→ **What needs to be done**:
Everything in the records should be repeated exactly.
══ Data supplied
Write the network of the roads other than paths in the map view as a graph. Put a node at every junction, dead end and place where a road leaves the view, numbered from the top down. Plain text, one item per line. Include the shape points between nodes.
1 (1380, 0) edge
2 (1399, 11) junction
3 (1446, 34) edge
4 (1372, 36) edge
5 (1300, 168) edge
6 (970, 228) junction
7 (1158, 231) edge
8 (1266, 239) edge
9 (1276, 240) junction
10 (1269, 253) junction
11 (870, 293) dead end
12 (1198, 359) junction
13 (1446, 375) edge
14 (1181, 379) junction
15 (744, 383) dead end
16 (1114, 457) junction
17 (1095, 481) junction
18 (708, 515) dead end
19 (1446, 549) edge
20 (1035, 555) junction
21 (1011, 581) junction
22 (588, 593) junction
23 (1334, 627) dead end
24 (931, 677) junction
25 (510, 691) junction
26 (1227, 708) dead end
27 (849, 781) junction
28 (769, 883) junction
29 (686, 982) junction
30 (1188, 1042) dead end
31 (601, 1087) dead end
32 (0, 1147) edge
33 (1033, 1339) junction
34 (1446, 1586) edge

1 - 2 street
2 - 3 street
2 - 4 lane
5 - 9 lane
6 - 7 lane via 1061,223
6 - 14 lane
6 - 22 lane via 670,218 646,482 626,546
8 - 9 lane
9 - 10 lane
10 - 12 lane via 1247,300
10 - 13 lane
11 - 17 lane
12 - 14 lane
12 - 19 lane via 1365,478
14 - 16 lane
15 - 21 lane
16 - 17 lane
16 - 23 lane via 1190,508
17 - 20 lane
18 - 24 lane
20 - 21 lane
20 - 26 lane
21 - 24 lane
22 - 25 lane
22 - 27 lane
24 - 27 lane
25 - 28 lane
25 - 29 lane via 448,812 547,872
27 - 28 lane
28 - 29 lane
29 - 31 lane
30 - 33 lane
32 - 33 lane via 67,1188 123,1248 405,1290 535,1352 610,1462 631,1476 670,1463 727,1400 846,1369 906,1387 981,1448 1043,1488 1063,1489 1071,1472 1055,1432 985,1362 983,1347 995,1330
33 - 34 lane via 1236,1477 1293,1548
════
→ **Solution to this task**:
Write the network of the roads other than paths in the map view as a graph. Put a node at every junction, dead end and place where a road leaves the view, numbered from the top down. Plain text, one item per line. Include the shape points between nodes.
1 (1380, 0) edge
2 (1399, 11) junction
3 (1446, 34) edge
4 (1372, 36) edge
5 (1300, 168) edge
6 (970, 228) junction
7 (1158, 231) edge
8 (1266, 239) edge
9 (1276, 240) junction
10 (1269, 253) junction
11 (870, 293) dead end
12 (1198, 359) junction
13 (1446, 375) edge
14 (1181, 379) junction
15 (744, 383) dead end
16 (1114, 457) junction
17 (1095, 481) junction
18 (708, 515) dead end
19 (1446, 549) edge
20 (1035, 555) junction
21 (1011, 581) junction
22 (588, 593) junction
23 (1334, 627) dead end
24 (931, 677) junction
25 (510, 691) junction
26 (1227, 708) dead end
27 (849, 781) junction
28 (769, 883) junction
29 (686, 982) junction
30 (1188, 1042) dead end
31 (601, 1087) dead end
32 (0, 1147) edge
33 (1033, 1339) junction
34 (1446, 1586) edge

1 - 2 street
2 - 3 street
2 - 4 lane
5 - 9 lane
6 - 7 lane via 1061,223
6 - 14 lane
6 - 22 lane via 670,218 646,482 626,546
8 - 9 lane
9 - 10 lane
10 - 12 lane via 1247,300
10 - 13 lane
11 - 17 lane
12 - 14 lane
12 - 19 lane via 1365,478
14 - 16 lane
15 - 21 lane
16 - 17 lane
16 - 23 lane via 1190,508
17 - 20 lane
18 - 24 lane
20 - 21 lane
20 - 26 lane
21 - 24 lane
22 - 25 lane
22 - 27 lane
24 - 27 lane
25 - 28 lane
25 - 29 lane via 448,812 547,872
27 - 28 lane
28 - 29 lane
29 - 31 lane
30 - 33 lane
32 - 33 lane via 67,1188 123,1248 405,1290 535,1352 610,1462 631,1476 670,1463 727,1400 846,1369 906,1387 981,1448 1043,1488 1063,1489 1071,1472 1055,1432 985,1362 983,1347 995,1330
33 - 34 lane via 1236,1477 1293,1548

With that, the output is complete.